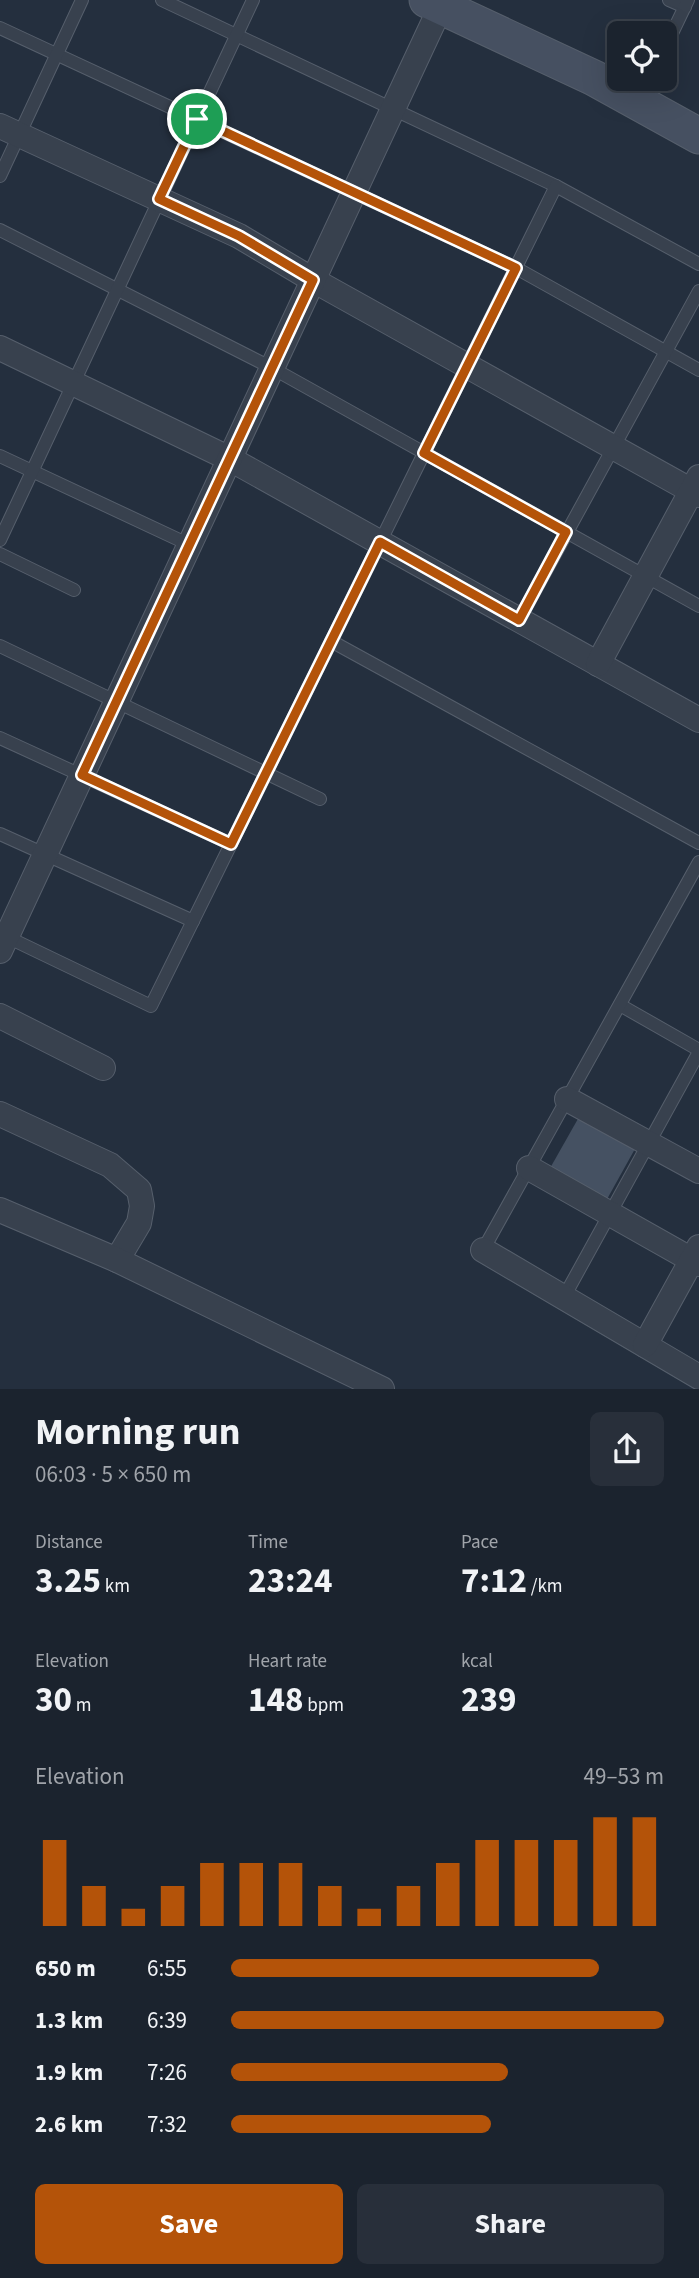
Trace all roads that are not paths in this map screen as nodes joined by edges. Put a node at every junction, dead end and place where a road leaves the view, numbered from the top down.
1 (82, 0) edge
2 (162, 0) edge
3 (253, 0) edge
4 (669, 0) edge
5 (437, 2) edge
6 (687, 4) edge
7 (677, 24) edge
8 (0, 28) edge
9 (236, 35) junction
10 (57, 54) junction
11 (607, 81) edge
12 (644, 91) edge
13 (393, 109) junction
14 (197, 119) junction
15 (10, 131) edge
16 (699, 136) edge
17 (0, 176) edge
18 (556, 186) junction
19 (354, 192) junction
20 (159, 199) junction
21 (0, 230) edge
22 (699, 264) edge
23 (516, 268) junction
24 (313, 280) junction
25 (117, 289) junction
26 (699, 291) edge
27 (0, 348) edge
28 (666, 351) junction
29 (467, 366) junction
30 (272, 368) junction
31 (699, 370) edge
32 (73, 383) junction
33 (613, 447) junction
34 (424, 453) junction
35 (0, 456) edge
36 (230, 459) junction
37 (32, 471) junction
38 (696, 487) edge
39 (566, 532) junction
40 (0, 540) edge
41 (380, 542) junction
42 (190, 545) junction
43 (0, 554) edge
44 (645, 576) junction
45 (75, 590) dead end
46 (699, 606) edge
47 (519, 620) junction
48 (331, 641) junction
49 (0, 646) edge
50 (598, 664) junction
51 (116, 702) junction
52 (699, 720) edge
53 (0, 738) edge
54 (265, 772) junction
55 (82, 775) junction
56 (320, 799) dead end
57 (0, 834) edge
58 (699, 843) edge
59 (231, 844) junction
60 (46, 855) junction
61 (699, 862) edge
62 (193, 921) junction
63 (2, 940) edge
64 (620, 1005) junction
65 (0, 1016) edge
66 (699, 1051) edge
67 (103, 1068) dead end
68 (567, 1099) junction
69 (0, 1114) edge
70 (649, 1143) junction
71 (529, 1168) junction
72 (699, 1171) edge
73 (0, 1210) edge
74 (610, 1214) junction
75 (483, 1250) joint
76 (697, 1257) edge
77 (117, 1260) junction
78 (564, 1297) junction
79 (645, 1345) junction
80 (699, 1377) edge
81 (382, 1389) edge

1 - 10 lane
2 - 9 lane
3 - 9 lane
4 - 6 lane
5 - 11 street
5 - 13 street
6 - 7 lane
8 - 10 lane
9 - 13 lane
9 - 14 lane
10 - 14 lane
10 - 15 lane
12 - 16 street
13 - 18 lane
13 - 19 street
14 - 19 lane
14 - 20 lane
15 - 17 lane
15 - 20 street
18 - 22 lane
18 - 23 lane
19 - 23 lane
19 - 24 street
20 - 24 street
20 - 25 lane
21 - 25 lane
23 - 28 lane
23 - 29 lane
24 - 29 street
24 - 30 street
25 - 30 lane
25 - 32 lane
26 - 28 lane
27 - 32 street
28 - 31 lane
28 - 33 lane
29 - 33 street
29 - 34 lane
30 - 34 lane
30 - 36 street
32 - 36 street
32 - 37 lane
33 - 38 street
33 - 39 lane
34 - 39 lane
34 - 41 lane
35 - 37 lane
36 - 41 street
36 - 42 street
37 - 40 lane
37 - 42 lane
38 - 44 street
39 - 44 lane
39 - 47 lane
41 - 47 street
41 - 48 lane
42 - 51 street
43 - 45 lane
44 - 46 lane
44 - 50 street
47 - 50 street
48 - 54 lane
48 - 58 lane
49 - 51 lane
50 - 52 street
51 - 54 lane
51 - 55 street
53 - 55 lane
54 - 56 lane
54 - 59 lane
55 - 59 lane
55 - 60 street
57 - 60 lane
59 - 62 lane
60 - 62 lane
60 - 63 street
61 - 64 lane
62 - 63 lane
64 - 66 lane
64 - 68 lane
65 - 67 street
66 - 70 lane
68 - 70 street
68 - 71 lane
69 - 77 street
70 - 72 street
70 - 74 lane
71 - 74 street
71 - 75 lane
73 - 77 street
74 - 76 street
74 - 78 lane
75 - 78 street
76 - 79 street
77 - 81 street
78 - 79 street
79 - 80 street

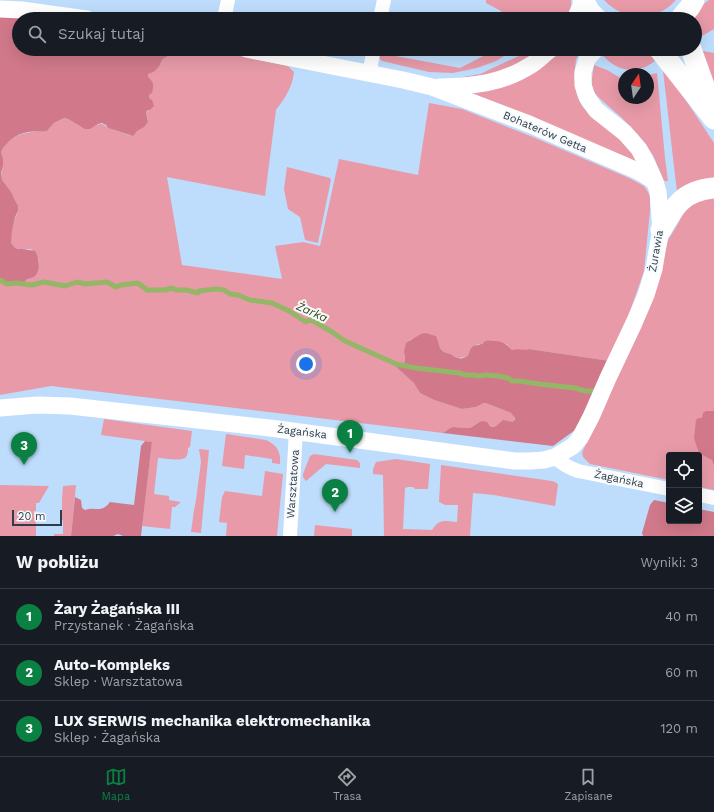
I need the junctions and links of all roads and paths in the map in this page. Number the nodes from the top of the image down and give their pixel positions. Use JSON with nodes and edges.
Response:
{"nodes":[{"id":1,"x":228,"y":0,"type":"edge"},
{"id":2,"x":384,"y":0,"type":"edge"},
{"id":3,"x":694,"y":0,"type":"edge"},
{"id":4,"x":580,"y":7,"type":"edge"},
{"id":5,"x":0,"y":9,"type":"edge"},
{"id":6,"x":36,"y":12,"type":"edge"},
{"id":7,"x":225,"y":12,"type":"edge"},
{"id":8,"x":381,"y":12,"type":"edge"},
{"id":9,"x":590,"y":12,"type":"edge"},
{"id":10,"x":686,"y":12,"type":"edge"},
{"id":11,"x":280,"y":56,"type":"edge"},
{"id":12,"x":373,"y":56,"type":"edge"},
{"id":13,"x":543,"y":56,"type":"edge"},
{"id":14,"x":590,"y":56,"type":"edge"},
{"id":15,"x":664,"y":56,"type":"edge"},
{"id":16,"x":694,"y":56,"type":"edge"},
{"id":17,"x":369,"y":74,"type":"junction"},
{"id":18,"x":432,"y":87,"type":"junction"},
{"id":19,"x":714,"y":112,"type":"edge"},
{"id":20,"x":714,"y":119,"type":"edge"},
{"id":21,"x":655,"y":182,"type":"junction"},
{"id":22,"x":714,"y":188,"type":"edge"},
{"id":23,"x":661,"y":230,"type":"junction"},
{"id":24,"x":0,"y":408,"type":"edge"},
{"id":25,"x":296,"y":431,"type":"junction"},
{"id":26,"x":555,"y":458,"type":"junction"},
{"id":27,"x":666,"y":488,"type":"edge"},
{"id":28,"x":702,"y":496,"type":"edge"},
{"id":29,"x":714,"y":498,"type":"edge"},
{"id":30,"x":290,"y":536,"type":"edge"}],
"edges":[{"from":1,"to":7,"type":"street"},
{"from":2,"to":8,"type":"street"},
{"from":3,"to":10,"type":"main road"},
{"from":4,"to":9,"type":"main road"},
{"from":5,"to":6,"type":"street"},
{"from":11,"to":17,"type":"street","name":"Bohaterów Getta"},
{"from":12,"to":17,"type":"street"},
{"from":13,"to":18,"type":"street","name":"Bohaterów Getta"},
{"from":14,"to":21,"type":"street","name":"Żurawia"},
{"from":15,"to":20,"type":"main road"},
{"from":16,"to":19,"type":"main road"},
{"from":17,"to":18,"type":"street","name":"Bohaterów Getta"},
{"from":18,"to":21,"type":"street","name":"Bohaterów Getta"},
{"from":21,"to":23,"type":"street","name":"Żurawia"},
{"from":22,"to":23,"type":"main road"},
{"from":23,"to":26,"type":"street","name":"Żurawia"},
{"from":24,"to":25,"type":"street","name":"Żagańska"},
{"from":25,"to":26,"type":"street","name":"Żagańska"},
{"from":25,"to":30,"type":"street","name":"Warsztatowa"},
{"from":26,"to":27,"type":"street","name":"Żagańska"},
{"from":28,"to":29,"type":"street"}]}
§
HOW TO COMPLETE THIS TASK -> Looking through the records, copy out every line in which the word "Żagańska" is found.

EXERCISE ANSWER ->
{"from":24,"to":25,"type":"street","name":"Żagańska"},
{"from":25,"to":26,"type":"street","name":"Żagańska"},
{"from":26,"to":27,"type":"street","name":"Żagańska"},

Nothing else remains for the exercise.